Plaintiff recovered judgment in the circuit court of Andrew county in the sum of one thousand dollars. Defendant appealed and brought the case here by the short form. The hearing in this court was set for October 12, 1907. On September 28th appellant filed his abstract of record and brief, service of -which had been acknowledged by respondent on September 2d. On September 30th appellant acknowledged service of respondent’s statement and brief which, afterward, was duly filed. Respondent asked in his brief that the judgment be affirmed on the ground of the insufficiency of appellant’s abstract of record in the following respects:
“It does not contain any record or record entry showdng any one of the following facts: (a) That any motion for a new trial was ever filed in the case, (b) That any bill of exceptions was ever made, allowed, signed, sealed or filed in the case, (c) That any exceptions were ever made or preserved in any way. (d) That any motion for a new trial was ever passed on. (e) What instructions were given or refused, (f) *539What, evidence was introduced, (g) Except what is shown by the short form transcript — that any trial was ever had, any judgment rendered, or any appeal taken or allowed.”

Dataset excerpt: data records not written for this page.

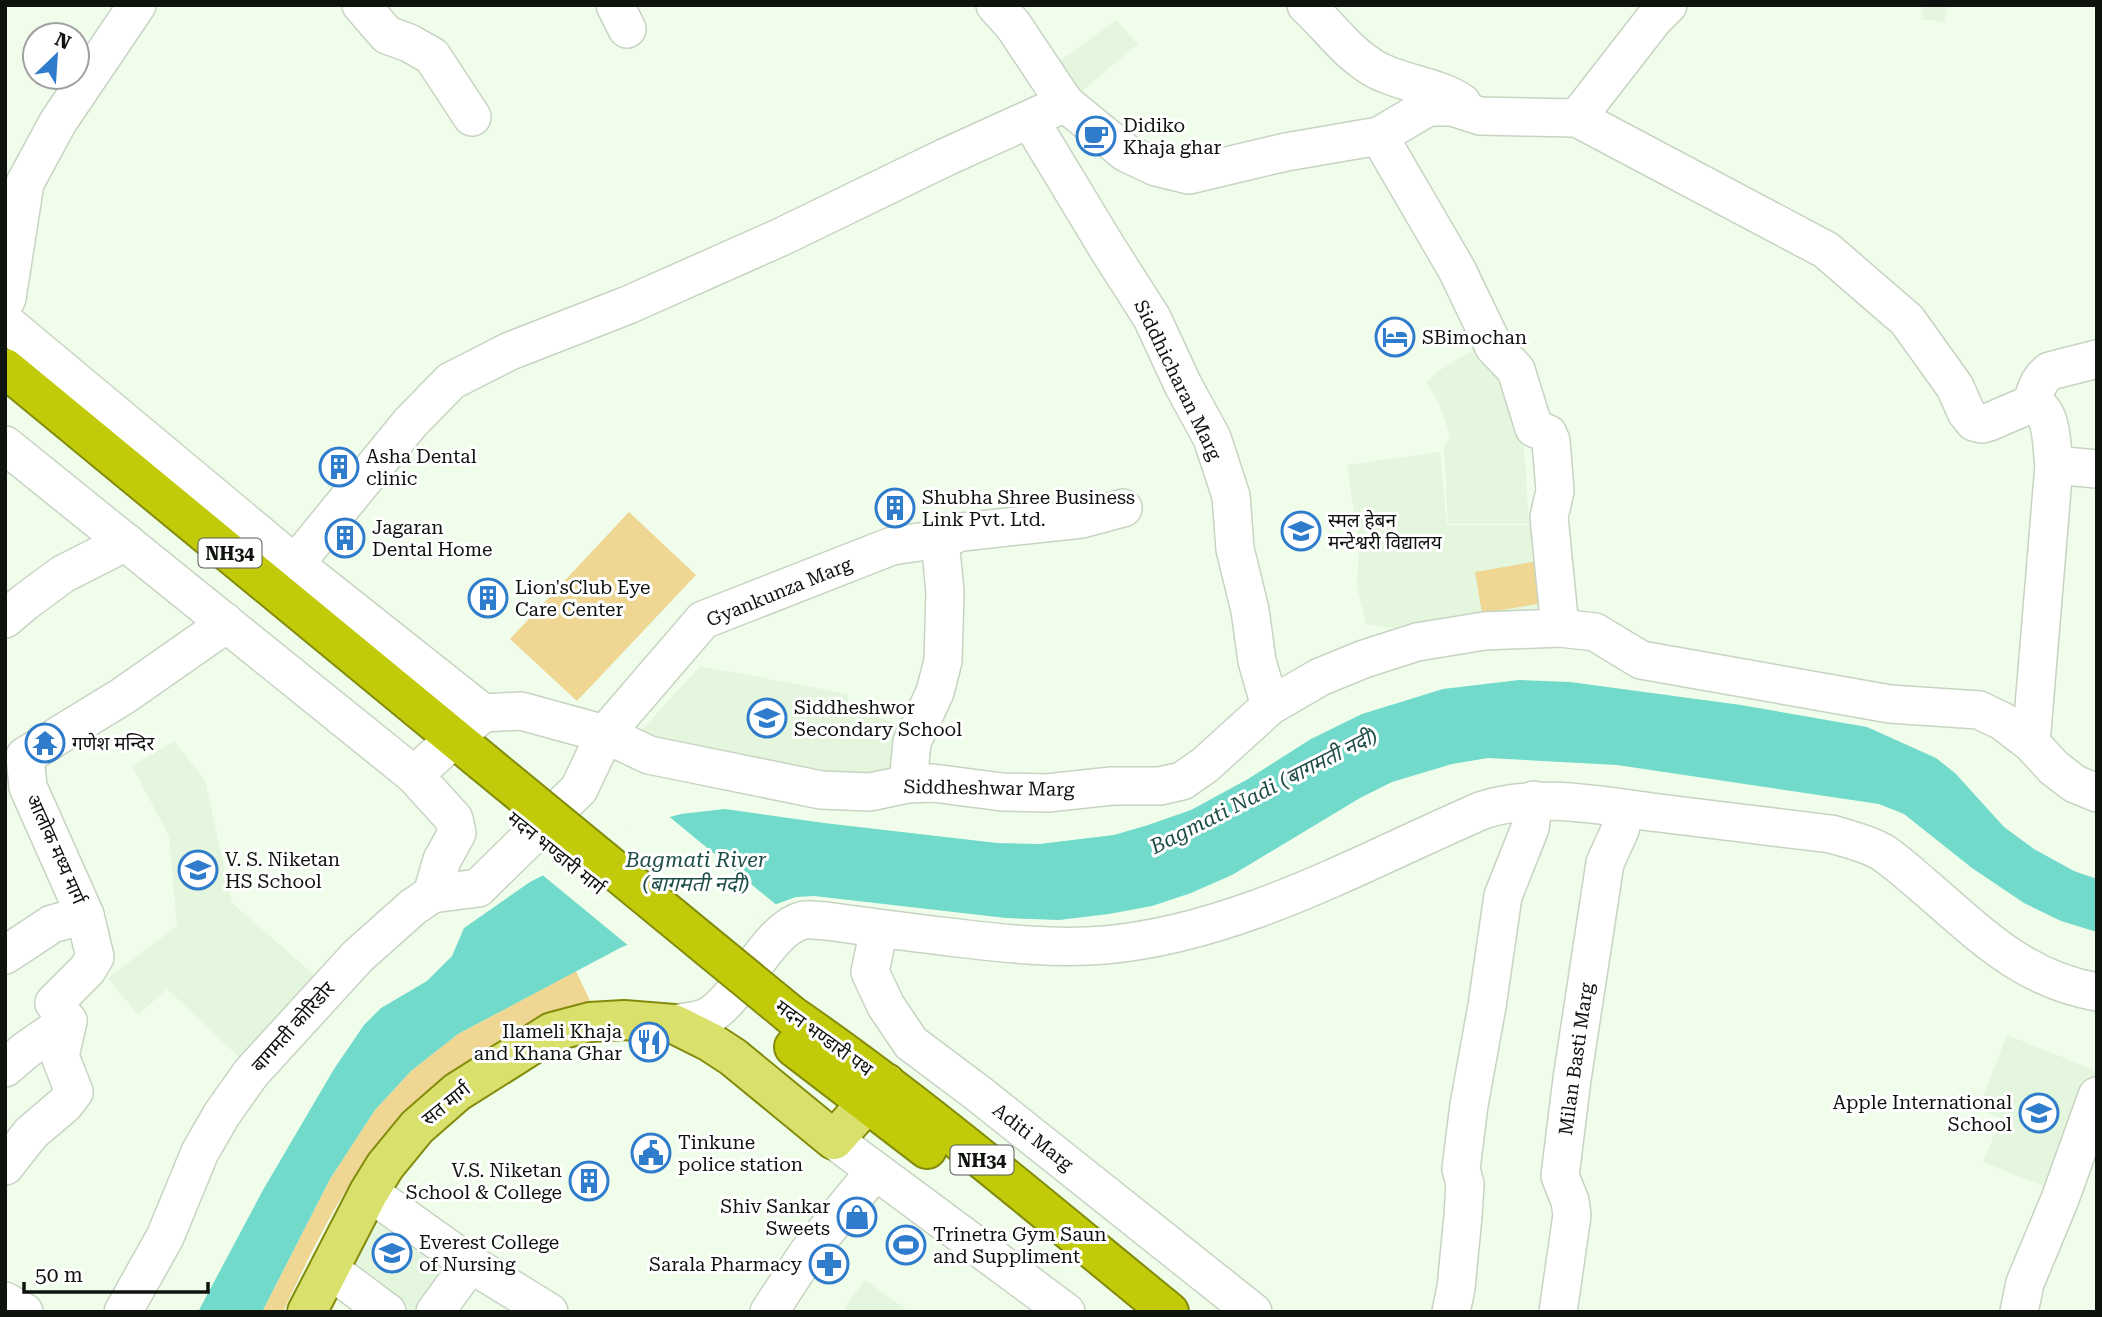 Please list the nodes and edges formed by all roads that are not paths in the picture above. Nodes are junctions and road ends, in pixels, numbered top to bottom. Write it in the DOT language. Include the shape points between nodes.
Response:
graph roads {
  1 [pos="137,5"];
  2 [pos="361,5"];
  3 [pos="995,5"];
  4 [pos="1306,5"];
  5 [pos="1668,5"];
  6 [pos="1065,103"];
  7 [pos="1480,116"];
  8 [pos="472,117"];
  9 [pos="1577,118"];
  10 [pos="1030,120"];
  11 [pos="1379,136"];
  12 [pos="5,302"];
  13 [pos="5,322"];
  14 [pos="2097,359"];
  15 [pos="5,368"];
  16 [pos="5,399"];
  17 [pos="2031,404"];
  18 [pos="5,445"];
  19 [pos="2054,465"];
  20 [pos="2097,469"];
  21 [pos="1123,508"];
  22 [pos="940,539"];
  23 [pos="126,542"];
  24 [pos="295,564"];
  25 [pos="5,619"];
  26 [pos="224,621"];
  27 [pos="1560,628"];
  28 [pos="1270,706"];
  29 [pos="483,713"];
  30 [pos="605,734"];
  31 [pos="2031,743"];
  32 [pos="450,761"];
  33 [pos="908,784"];
  34 [pos="2097,793"];
  35 [pos="1534,800"];
  36 [pos="1625,809"];
  37 [pos="432,894"];
  38 [pos="85,915"];
  39 [pos="878,929"];
  40 [pos="5,955"];
  41 [pos="2097,992"];
  42 [pos="68,1021"];
  43 [pos="674,1024"];
  44 [pos="783,1024"];
  45 [pos="911,1044"];
  46 [pos="5,1068"];
  47 [pos="876,1093"];
  48 [pos="2097,1096"];
  49 [pos="834,1140"];
  50 [pos="5,1166"];
  51 [pos="875,1171"];
  52 [pos="369,1192"];
  53 [pos="466,1261"];
  54 [pos="329,1269"];
  55 [pos="5,1301"];
  56 [pos="1061,1310"];
  57 [pos="24,1312"];
  58 [pos="123,1312"];
  59 [pos="307,1312"];
  60 [pos="387,1312"];
  61 [pos="435,1312"];
  62 [pos="549,1312"];
  63 [pos="769,1312"];
  64 [pos="1140,1312"];
  65 [pos="1169,1312"];
  66 [pos="1253,1312"];
  67 [pos="1451,1312"];
  68 [pos="1558,1312"];
  69 [pos="2019,1312"];
  1 -- 12 [label="street" via="58,122 25,183"];
  2 -- 8 [label="street" via="387,34 432,56"];
  3 -- 6 [label="street"];
  4 -- 7 [label="street" via="1340,42 1375,69 1456,98"];
  5 -- 9 [label="street"];
  6 -- 10 [label="street"];
  6 -- 11 [label="street" via="1126,153 1189,176 1286,152"];
  7 -- 9 [label="street"];
  7 -- 11 [label="street" via="1452,107 1428,107"];
  9 -- 17 [label="street" via="1825,250 1907,320 1974,422 1982,424"];
  10 -- 24 [label="street" via="781,237 510,351 452,381 410,423"];
  10 -- 28 [label="street, Siddhicharan Marg" via="1152,318 1212,438 1230,496 1235,549"];
  11 -- 27 [label="street" via="1457,270 1494,347 1516,370 1534,428 1548,434 1555,491 1549,517"];
  13 -- 24 [label="street"];
  14 -- 17 [label="street" via="2045,374"];
  15 -- 32 [label="highway, NH34"];
  16 -- 32 [label="highway, NH34"];
  17 -- 19 [label="street" via="2040,407 2048,420"];
  18 -- 23 [label="street"];
  19 -- 20 [label="street"];
  19 -- 31 [label="street"];
  21 -- 22 [label="street, Gyankunza Marg" via="1082,519 962,532"];
  22 -- 30 [label="street, Gyankunza Marg" via="892,546 703,620"];
  22 -- 33 [label="street" via="945,592 943,661 935,692 912,742"];
  23 -- 25 [label="street" via="63,574"];
  23 -- 26 [label="street"];
  24 -- 29 [label="street"];
  26 -- 32 [label="street"];
  26 -- 38 [label="street, आलोक मध्य मार्ग" via="123,696 24,756 28,787"];
  27 -- 28 [label="street, Siddheshwar Marg" via="1484,631 1417,642 1320,677"];
  27 -- 31 [label="street, Siddheshwar Marg" via="1595,632 1641,660 1890,704 1979,710"];
  28 -- 33 [label="street, Siddheshwar Marg" via="1205,765 1182,781 1160,786 1047,793"];
  29 -- 30 [label="street" via="520,711"];
  29 -- 32 [label="street"];
  30 -- 33 [label="street, Siddheshwar Marg" via="649,755 821,790 870,792"];
  30 -- 37 [label="street, Gyankunza Marg" via="579,789 478,888"];
  31 -- 34 [label="street, Siddheshwar Marg" via="2054,768"];
  32 -- 37 [label="street" via="457,833 442,860"];
  32 -- 44 [label="highway, मदन भण्डारी मार्ग / NH34"];
  35 -- 36 [label="street"];
  35 -- 39 [label="street" via="1483,810 1264,906 1157,937 1049,947"];
  35 -- 67 [label="street" via="1530,828 1503,897 1469,1105 1461,1169 1463,1216"];
  36 -- 41 [label="street" via="1831,834 1862,842 1895,861 2013,960 2046,977"];
  36 -- 68 [label="street, Milan Basti Marg" via="1605,863 1572,1079 1560,1176 1572,1215"];
  37 -- 58 [label="street, बागमती कोरिडोर" via="358,956 251,1073 200,1152 165,1237"];
  38 -- 40 [label="street" via="52,924"];
  38 -- 42 [label="street, आलोक मध्य मार्ग" via="94,957 87,971 54,1003"];
  39 -- 43 [label="street" via="804,920 775,940 723,1004 706,1017"];
  39 -- 45 [label="street, Aditi Marg" via="870,972"];
  42 -- 46 [label="street"];
  42 -- 50 [label="street" via="60,1056 74,1092"];
  43 -- 49 [label="main road" via="733,1057"];
  43 -- 52 [label="main road, सत मार्ग" via="590,1022 552,1032 457,1092 417,1127"];
  44 -- 47 [label="highway, मदन भण्डारी पथ / NH34"];
  45 -- 47 [label="street"];
  45 -- 66 [label="street, Aditi Marg"];
  47 -- 49 [label="main road"];
  47 -- 64 [label="highway, मदन भण्डारी पथ / NH34"];
  47 -- 65 [label="highway, मदन भण्डारी पथ / NH34"];
  48 -- 69 [label="street" via="2025,1283"];
  49 -- 51 [label="street"];
  51 -- 56 [label="street"];
  51 -- 63 [label="street" via="807,1254"];
  52 -- 53 [label="street"];
  52 -- 54 [label="main road, सत मार्ग"];
  53 -- 61 [label="street" via="462,1275"];
  53 -- 62 [label="street"];
  54 -- 59 [label="main road, सत मार्ग"];
  54 -- 60 [label="street"];
  55 -- 57 [label="street"];
}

On October 7th appellant appeared and asked leave to file an amended abstract of the record in which he attempts to supply the deficiencies of the original. The questions to decide are: First, Is the original abstract insufficient to comply with the statute and rules relating to the filing and serving of such instruments and, second, If it is fatally defective, should appellant be permitted to file a sufficient abstract after the respondent has asked in his brief for an affirmance of the judgment on account of such defects. We find that the original abstract falls short in the particulars enumerated by respondent. It contains what purports to be copies of the petition,' answer and bill of exceptions, but no reference is made to any record entry. Under repeated decisions of the Supreme Court and the Courts of Appeal, these omissions must be deemed fatal in their consequence and to entitle respondent, either by motion or by request made in his brief to an affirmance of the judgment. [Redd v. Railway, 122 Mo. App. 93; Harding v. Bedoll, 202 Mo. 625; Hill v. Butler County, 195 Mo. 511; Cummings v. Eiler, 121 Mo. App. 576; Everett v. Butler, 192 Mo. 564; St. Charles v. Deemar, 174 Mo. 122; Williams v. Harris, 110 Mo. App. 538; Kampf v. Transit Co., 102 Mo. App. 314; Hughes v. Henderson, 95 Mo. App. 312.]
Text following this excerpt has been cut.